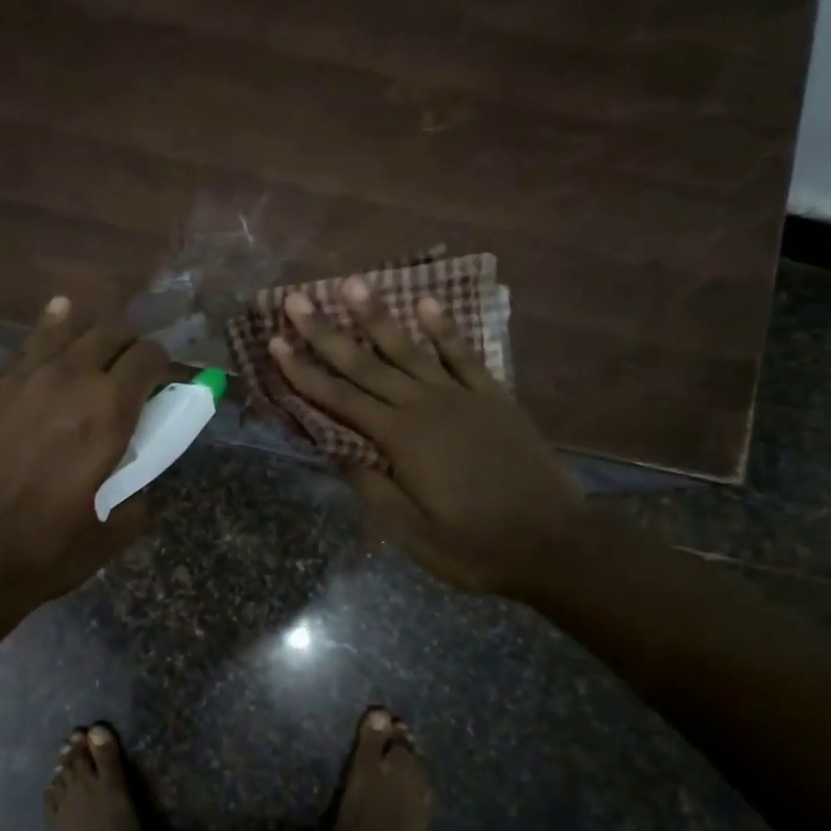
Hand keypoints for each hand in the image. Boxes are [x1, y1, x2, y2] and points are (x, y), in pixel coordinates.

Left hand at [0, 297, 169, 610]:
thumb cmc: (42, 552)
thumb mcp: (112, 532)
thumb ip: (135, 492)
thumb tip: (131, 472)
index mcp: (109, 411)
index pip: (149, 357)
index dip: (161, 365)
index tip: (159, 382)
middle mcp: (68, 379)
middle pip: (110, 332)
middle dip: (127, 346)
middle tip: (126, 370)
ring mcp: (17, 379)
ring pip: (62, 330)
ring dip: (83, 336)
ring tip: (86, 346)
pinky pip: (19, 357)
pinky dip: (40, 351)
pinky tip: (42, 355)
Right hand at [269, 278, 585, 599]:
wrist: (554, 544)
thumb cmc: (474, 546)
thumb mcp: (410, 531)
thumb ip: (371, 486)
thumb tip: (335, 450)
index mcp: (401, 440)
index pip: (340, 399)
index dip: (304, 373)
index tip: (276, 345)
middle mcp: (426, 407)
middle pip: (366, 365)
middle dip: (327, 333)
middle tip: (296, 300)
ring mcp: (462, 398)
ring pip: (410, 350)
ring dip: (379, 317)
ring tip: (352, 283)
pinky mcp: (494, 398)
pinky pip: (464, 355)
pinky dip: (444, 329)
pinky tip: (426, 303)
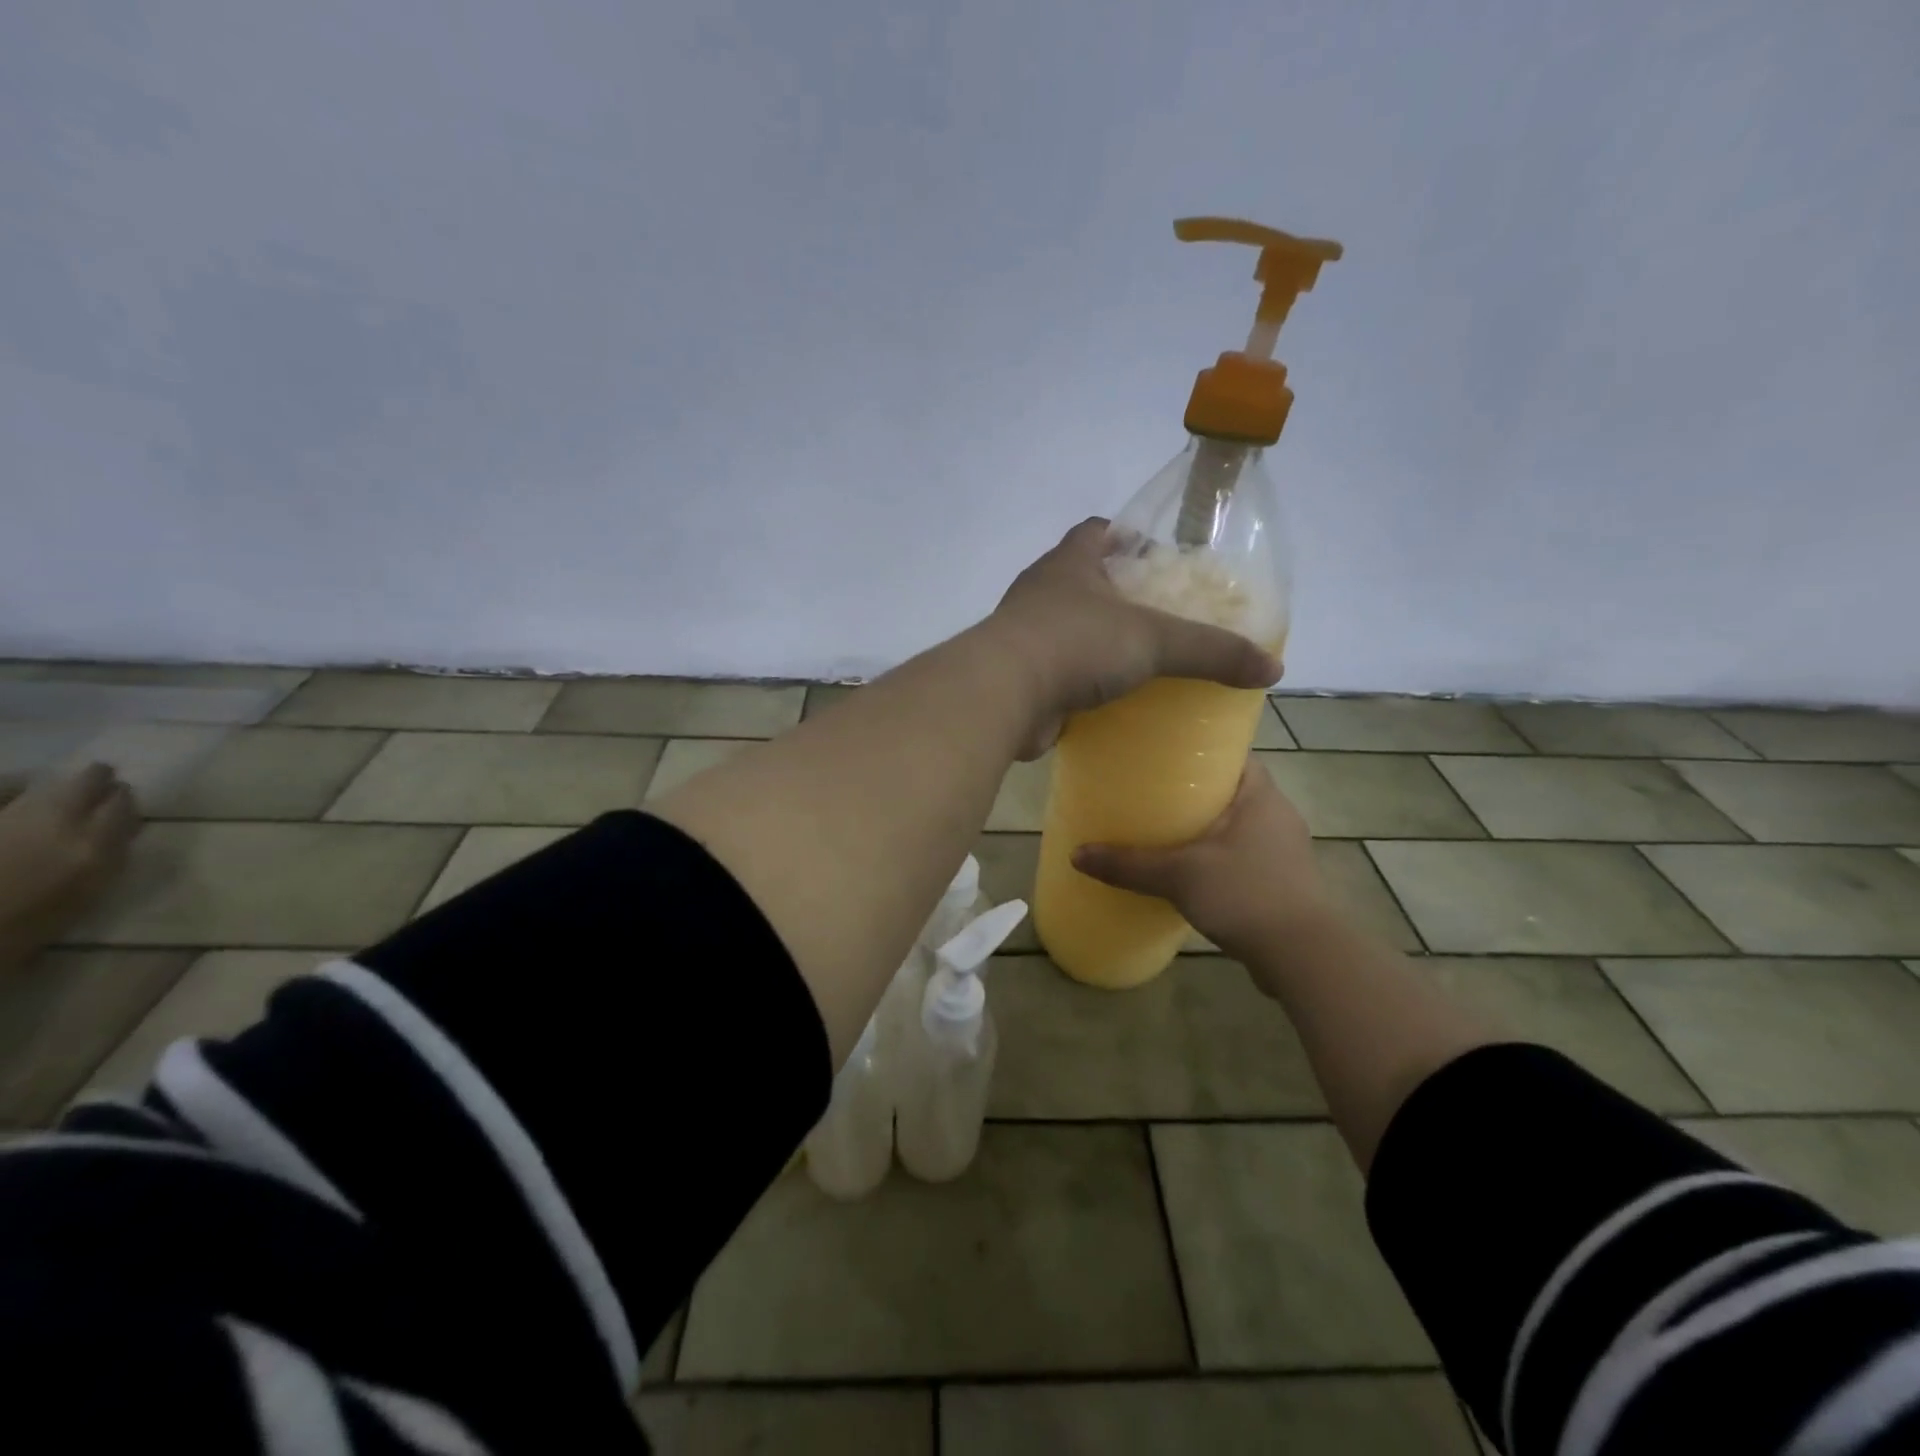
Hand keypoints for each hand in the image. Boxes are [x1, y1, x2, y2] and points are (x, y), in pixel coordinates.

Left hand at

+===+

**YOUR TASK**
None of the pictures should be carried over when the data above is transcribed exactly.

**ANSWER SECTION**
Hand keypoints for each hand in the image. Boxes are [x1, y1, x2, y2] and points are (x, y), in pixel coordinates.

Left hand at [0, 297, 169, 610]:
thumb cmc: (42, 552)
thumb mcp: (112, 532)
thumb ip: (135, 492)
thumb tip: (131, 472)
index mcp: (109, 411)
index pip: (149, 357)
index dip: (161, 365)
index tip: (159, 382)
middle mcp: (68, 379)
middle pip: (110, 332)
middle dip: (127, 346)
middle tip: (126, 370)
ring mcp: (17, 379)
ring pip: (62, 330)
ring dip: (83, 336)
ring tip: (86, 346)
pinky pip: (19, 357)
pinky dip: (40, 351)
pinky tip: (42, 355)
Right hand at [269, 278, 585, 599]:
wrist: (554, 544)
thumb cmc: (474, 546)
thumb mcp: (410, 531)
thumb ip: (371, 486)
thumb tip: (335, 450)
index mcp: (401, 440)
index pip: (340, 399)
index dip: (304, 373)
index tip: (276, 345)
middle mcp: (426, 407)
middle pip: (366, 365)
middle dip: (327, 333)
middle tip: (296, 300)
ring mcp: (462, 398)
ring pip: (410, 350)
ring dip: (379, 317)
ring tip: (352, 283)
pinky mcp: (494, 398)
pinky pip: (464, 355)
pinky dip: (444, 329)
pinky tip: (426, 303)
Hand keypoints for each hand in the image. Boxes are [x1, y1, x2, y2] and points are (x, y), in pixel coordinates.

Left hand at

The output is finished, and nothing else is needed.